(Supplied entries Opens)

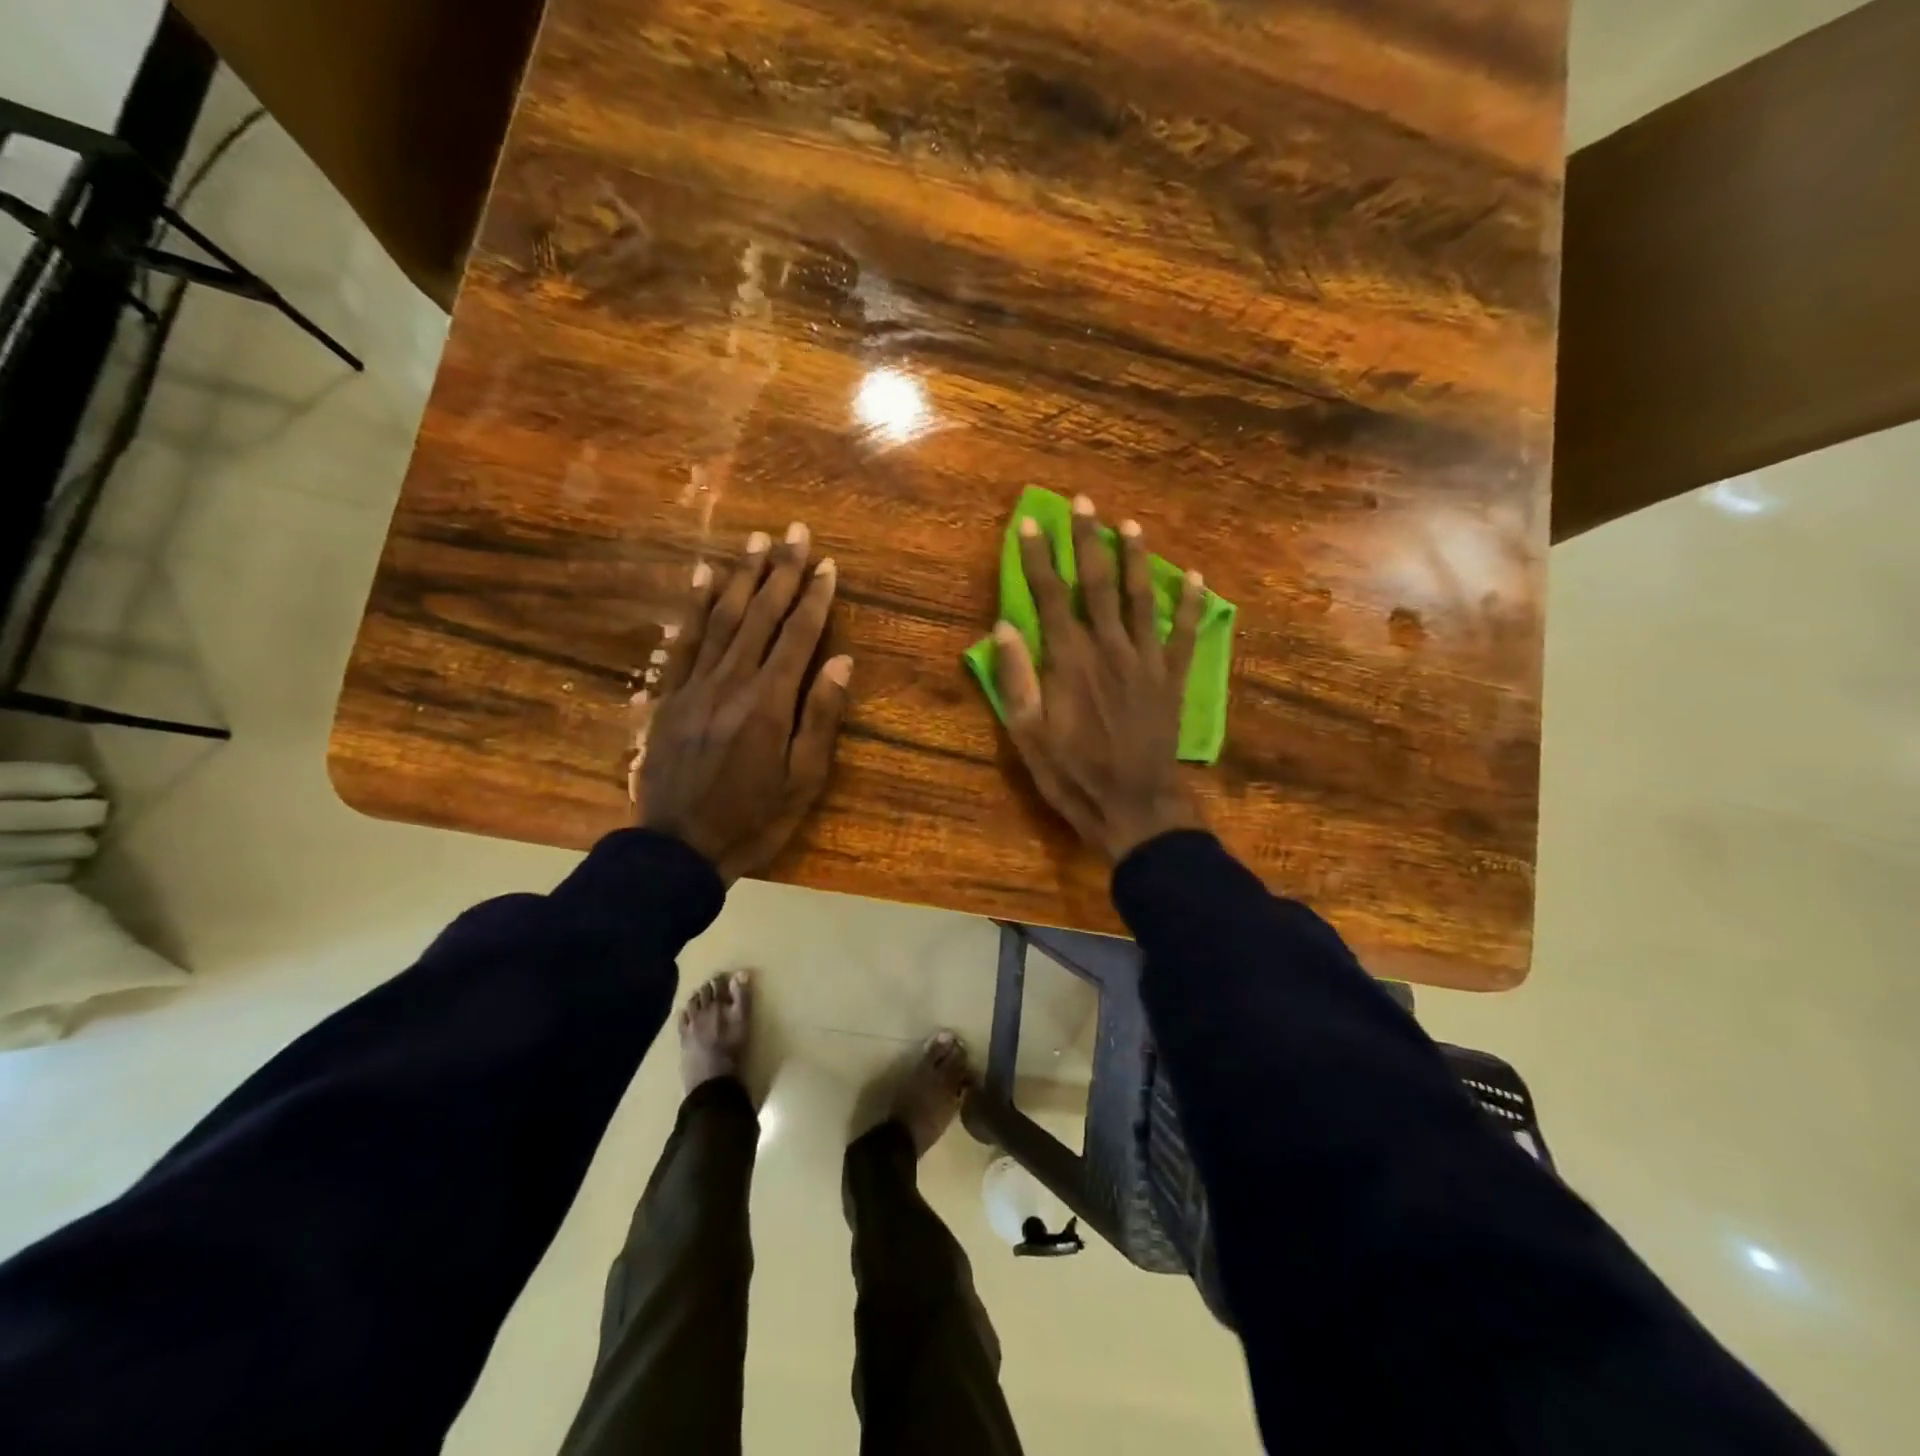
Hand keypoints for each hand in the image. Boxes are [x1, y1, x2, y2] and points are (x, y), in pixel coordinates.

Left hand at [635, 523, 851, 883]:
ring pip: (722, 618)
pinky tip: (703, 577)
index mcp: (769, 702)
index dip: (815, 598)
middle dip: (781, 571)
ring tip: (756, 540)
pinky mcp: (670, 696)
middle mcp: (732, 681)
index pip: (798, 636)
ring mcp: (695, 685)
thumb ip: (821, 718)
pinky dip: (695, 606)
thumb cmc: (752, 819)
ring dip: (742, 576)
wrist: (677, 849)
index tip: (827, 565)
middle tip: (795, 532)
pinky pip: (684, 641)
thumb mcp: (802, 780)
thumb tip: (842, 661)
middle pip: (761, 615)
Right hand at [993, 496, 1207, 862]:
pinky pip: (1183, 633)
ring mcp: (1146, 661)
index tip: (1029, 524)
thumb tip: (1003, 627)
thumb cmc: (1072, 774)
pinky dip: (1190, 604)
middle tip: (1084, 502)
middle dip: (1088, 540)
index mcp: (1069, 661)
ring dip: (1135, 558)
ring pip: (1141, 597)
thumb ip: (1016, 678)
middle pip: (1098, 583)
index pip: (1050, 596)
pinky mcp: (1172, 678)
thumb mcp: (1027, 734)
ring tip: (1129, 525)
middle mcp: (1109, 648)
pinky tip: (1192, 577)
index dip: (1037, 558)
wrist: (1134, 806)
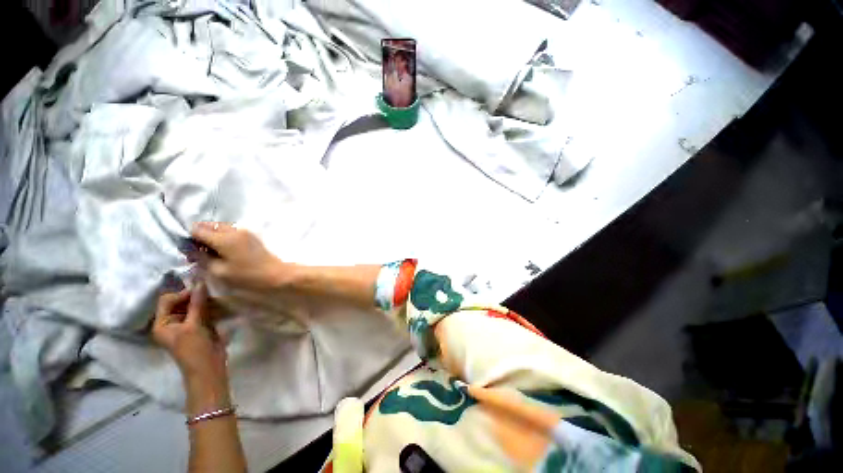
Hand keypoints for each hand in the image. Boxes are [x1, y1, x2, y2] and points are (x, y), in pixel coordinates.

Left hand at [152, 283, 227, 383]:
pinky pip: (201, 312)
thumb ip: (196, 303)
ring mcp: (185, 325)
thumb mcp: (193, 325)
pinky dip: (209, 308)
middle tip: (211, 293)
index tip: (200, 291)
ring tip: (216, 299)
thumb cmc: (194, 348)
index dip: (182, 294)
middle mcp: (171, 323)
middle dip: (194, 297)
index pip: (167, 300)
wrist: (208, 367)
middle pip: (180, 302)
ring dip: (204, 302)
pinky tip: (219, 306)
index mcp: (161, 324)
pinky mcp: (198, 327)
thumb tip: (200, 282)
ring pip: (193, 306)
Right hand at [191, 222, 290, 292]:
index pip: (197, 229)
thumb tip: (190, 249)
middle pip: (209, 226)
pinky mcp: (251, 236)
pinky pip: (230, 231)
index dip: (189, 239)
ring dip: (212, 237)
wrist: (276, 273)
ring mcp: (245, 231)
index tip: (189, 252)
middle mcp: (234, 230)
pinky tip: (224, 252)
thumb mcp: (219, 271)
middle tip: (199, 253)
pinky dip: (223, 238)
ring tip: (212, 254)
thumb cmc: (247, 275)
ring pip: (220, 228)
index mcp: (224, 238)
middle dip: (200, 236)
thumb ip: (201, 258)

(Supplied entries Closes)

Exercise objective: Print the material above verbatim except the pictures.

Output of the exercise:
Hand keypoints for each hand in the image. Boxes are [x1, y1, x2, y2] and points are (x, y), in pixel coordinates.

Left hand at [635, 523, 851, 883]:
ring pip: (722, 618)
pinky tip: (703, 577)
index mcp: (769, 702)
index dip: (815, 598)
middle dip: (781, 571)
ring tip: (756, 540)
pinky mcp: (670, 696)
middle mcp: (732, 681)
index pip: (798, 636)
ring mcp: (695, 685)
thumb ip: (821, 718)
pinky dip: (695, 606)
thumb cmc: (752, 819)
ring dip: (742, 576)
wrist: (677, 849)
index tip: (827, 565)
middle tip: (795, 532)
pinky pip: (684, 641)
thumb mcp: (802, 780)
thumb tip: (842, 661)
middle pip: (761, 615)
Right hand at [993, 496, 1207, 862]:
pinky pip: (1183, 633)
ring mcp: (1146, 661)
index tip: (1029, 524)
thumb tip: (1003, 627)
thumb cmc: (1072, 774)
pinky dip: (1190, 604)
middle tip: (1084, 502)
middle dip: (1088, 540)
index mcp: (1069, 661)
ring dip: (1135, 558)
ring pip: (1141, 597)
thumb ip: (1016, 678)
middle pip: (1098, 583)
index pip: (1050, 596)
pinky mcp: (1172, 678)
thumb mcp: (1027, 734)
ring tip: (1129, 525)
middle mcp: (1109, 648)
pinky tip: (1192, 577)
index dip: (1037, 558)
wrist: (1134, 806)
Hand keypoints for each hand in the image. Boxes are [x1, y1, x2, y2] and points are (x, y), in pixel coordinates.

Left hand at [152, 283, 227, 383]:
pinky pip: (201, 312)
thumb ip: (196, 303)
ring mcp: (185, 325)
thumb mcp: (193, 325)
pinky dip: (209, 308)
middle tip: (211, 293)
index tip: (200, 291)
ring tip: (216, 299)
thumb cmc: (194, 348)
index dip: (182, 294)
middle mcp: (171, 323)
middle dip: (194, 297)
index pip: (167, 300)
wrist: (208, 367)
middle pip: (180, 302)
ring dip: (204, 302)
pinky tip: (219, 306)
index mcp: (161, 324)
pinky mcp: (198, 327)
thumb tip: (200, 282)
ring pip: (193, 306)
Right hand at [191, 222, 290, 292]:
index pip: (197, 229)
thumb tip: (190, 249)
middle pip: (209, 226)
pinky mcp: (251, 236)
pinky pip: (230, 231)
index dip: (189, 239)
ring dip: (212, 237)
wrist: (276, 273)
ring mcp: (245, 231)
index tip: (189, 252)
middle mcp: (234, 230)
pinky tip: (224, 252)
thumb mcp: (219, 271)
middle tip: (199, 253)
pinky dip: (223, 238)
ring tip: (212, 254)
thumb cmc: (247, 275)
ring pip: (220, 228)
index mcp: (224, 238)
middle dip: (200, 236)
thumb ip: (201, 258)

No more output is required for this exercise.